SEN病毒中国分离株基因克隆及序列分析

目的：测定SENV-D亚型中国分离株的基因组序列，并对其进行初步分析。方法：根据国外已发表的SEN病毒基因序列设计特异性引物，应用套式PCR方法从一份非甲-非戊型(non-A-E)肝炎患者血清中，分段扩增了包括SENV-D型所有编码区(ORFs)长3175bp的DNA片段，将其克隆到T载体后测序。结果：测序结果经BLAST软件分析，与国外发表的3株D型SEN病毒SENV-D(AX025730)，SENV-D(AB059352)，TTV(AB028668)的核苷酸序列同源性分别为90％，88％和91％；与2株D型SEN病毒SENV-D(AX0Z5730)，TTV(AB028668)0RF1所编码蛋白的氨基酸同源性分别为93％和92％。ORF1蛋白中含有Rep蛋白(在病毒复制中起作用的一种蛋白)的两个保守基序，此外还有一个保守的ATP／GTP结合基序(P-loop)以及若干个高度保守的蛋白激酶磷酸化位点。结论：测定得到了SENV-D亚型中国分离株的基因组序列，有助于其检测方法及致病性的研究，并为研究SEN病毒的进化地位提供方便。

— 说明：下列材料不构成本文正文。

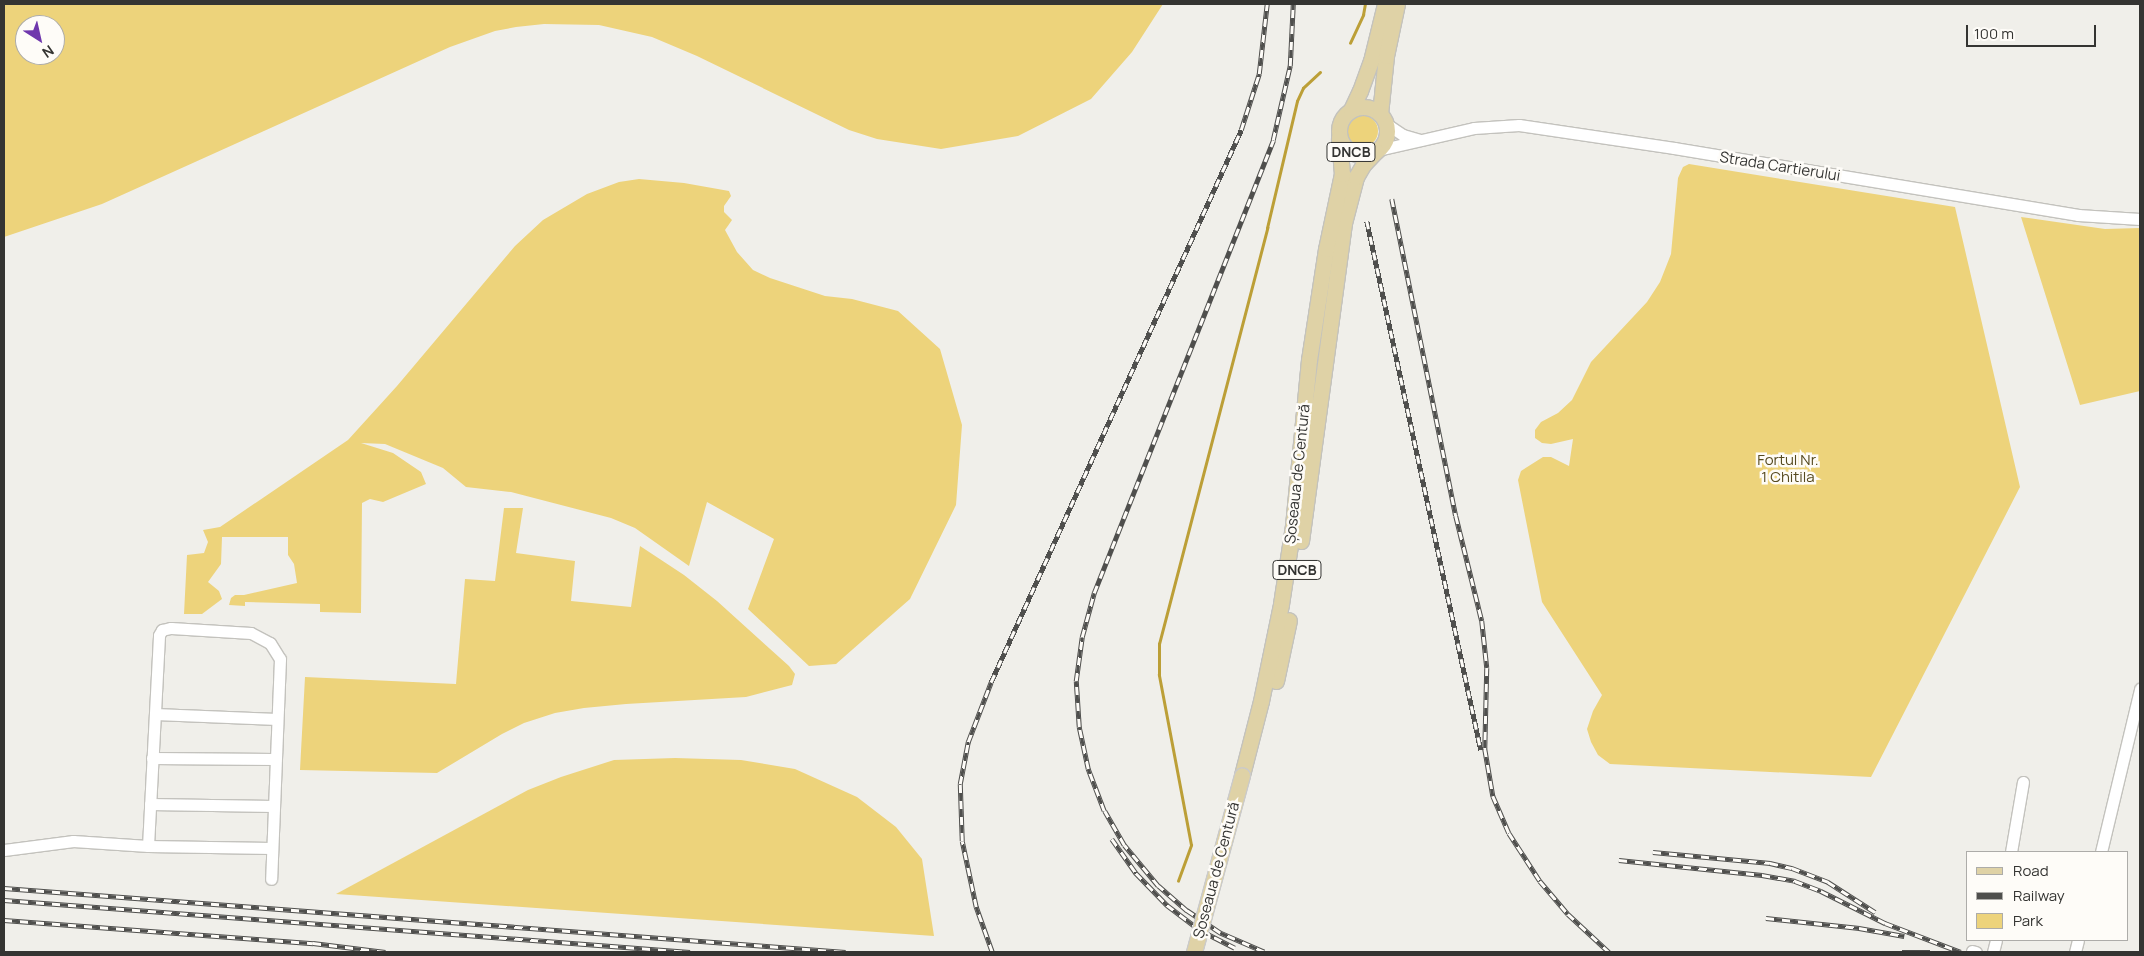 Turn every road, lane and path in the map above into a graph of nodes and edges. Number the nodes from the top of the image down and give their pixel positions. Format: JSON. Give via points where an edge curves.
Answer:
{"nodes":[{"id":1,"x":1385,"y":4,"type":"edge"},
{"id":2,"x":1397,"y":4,"type":"edge"},
{"id":3,"x":1351,"y":110,"type":"junction"},
{"id":4,"x":1382,"y":118,"type":"junction"},
{"id":5,"x":1339,"y":138,"type":"junction"},
{"id":6,"x":1420,"y":140,"type":"junction"},
{"id":7,"x":1377,"y":151,"type":"junction"},
{"id":8,"x":2140,"y":219,"type":"edge"},
{"id":9,"x":2140,"y":689,"type":"edge"},
{"id":10,"x":155,"y":714,"type":"junction"},
{"id":11,"x":277,"y":719,"type":"junction"},
{"id":12,"x":152,"y":758,"type":"junction"},
{"id":13,"x":274,"y":760,"type":"junction"},
{"id":14,"x":1247,"y":776,"type":"junction"},
{"id":15,"x":2023,"y":782,"type":"dead end"},
{"id":16,"x":150,"y":804,"type":"junction"},
{"id":17,"x":273,"y":806,"type":"junction"},
{"id":18,"x":148,"y":846,"type":"junction"},
{"id":19,"x":271,"y":848,"type":"junction"},
{"id":20,"x":4,"y":850,"type":"edge"},
{"id":21,"x":2011,"y":851,"type":"edge"},
{"id":22,"x":2101,"y":851,"type":"edge"},
{"id":23,"x":271,"y":879,"type":"dead end"},
{"id":24,"x":1194,"y":952,"type":"edge"},
{"id":25,"x":1203,"y":952,"type":"edge"}],
"edges":[{"from":1,"to":3,"type":"main road","name":"Șoseaua de Centură","number":"DNCB","via":[[1371,61]]},
{"from":2,"to":4,"type":"main road","name":"Șoseaua de Centură","number":"DNCB","via":[[1386,56]]},
{"from":3,"to":4,"type":"main road","via":[[1369,108]]},
{"from":3,"to":5,"type":"main road","name":"Șoseaua de Centură","number":"DNCB","via":[[1339,124]]},
{"from":4,"to":6,"type":"street","via":[[1403,135]]},
{"from":4,"to":7,"type":"main road","name":"Șoseaua de Centură","number":"DNCB","via":[[1387,133]]},
{"from":5,"to":7,"type":"main road","number":"DNCB","via":[[1354,154],[1362,156]]},
{"from":5,"to":14,"type":"main road","name":"Șoseaua de Centură","number":"DNCB","via":[[1342,174],[1326,249],[1309,360],[1293,526]]},
{"from":6,"to":7,"type":"street","name":"Strada Cartierului"},
{"from":6,"to":8,"type":"street","name":"Strada Cartierului","via":[[1495,125],[1546,128],[2078,215]]},
{"from":7,"to":14,"type":"main road","name":"Șoseaua de Centură","number":"DNCB","via":[[1356,177],[1344,223],[1289,618]]},
{"from":9,"to":22,"type":"street"},
{"from":10,"to":11,"type":"street"},
{"from":10,"to":11,"type":"street","via":[[159,635],[167,628],[180,628],[243,631],[270,643],[280,659]]},
{"from":10,"to":12,"type":"street"},
{"from":11,"to":13,"type":"street"},
{"from":12,"to":13,"type":"street"},
{"from":12,"to":16,"type":"street"},
{"from":13,"to":17,"type":"street"},
{"from":14,"to":24,"type":"main road","name":"Șoseaua de Centură","number":"DNCB","bridge":true},
{"from":14,"to":25,"type":"main road","name":"Șoseaua de Centură","number":"DNCB"},
{"from":15,"to":21,"type":"street"},
{"from":16,"to":17,"type":"street"},
{"from":16,"to":18,"type":"street"},
{"from":17,"to":19,"type":"street"},
{"from":18,"to":19,"type":"street"},
{"from":18,"to":20,"type":"street","via":[[72,841]]},
{"from":19,"to":23,"type":"street"}]}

Cloning and sequencing of the genes of a Chinese SEN virus D subtype isolate

Objective:To sequence and analyse the Chinese strain of SENV-D genome for understanding its molecular characteristics.Methods:According to the published nucleotide sequences of SEN virus genome,specific primers were designed and synthesized.From the serum of a Chinese patient with non-A-E hepatitis,two long fragments (totally 3?175?bp) spanning the complete coding region of SENV-D variant gene were amplified by semi-nested PCR.The amplified fragments were cloned and sequenced.Results:The nucleotide sequence homology of this Chinese strain with the 3 published strains SENV-D(AX025730),SENV-D(AB059352)and TTV(AB028668) were 90%,88% and 91% respectively and the amino acid sequence homology of the protein encoded by ORF1 with 2 strains the SENV-D(AX025730) and TTV(AB028668) were 93% and 92%,respectively.The protein encoded by ORF1 had two conserved motifs which were conserved in putative replication-associated proteins(Rep proteins),one conserved ATP/GTP-binding motif and several highly conserved protein kinase phosphorylation sites.Conclusions:The genome sequence of Chinese strain might be used in studying its pathogenesis and phylogenesis.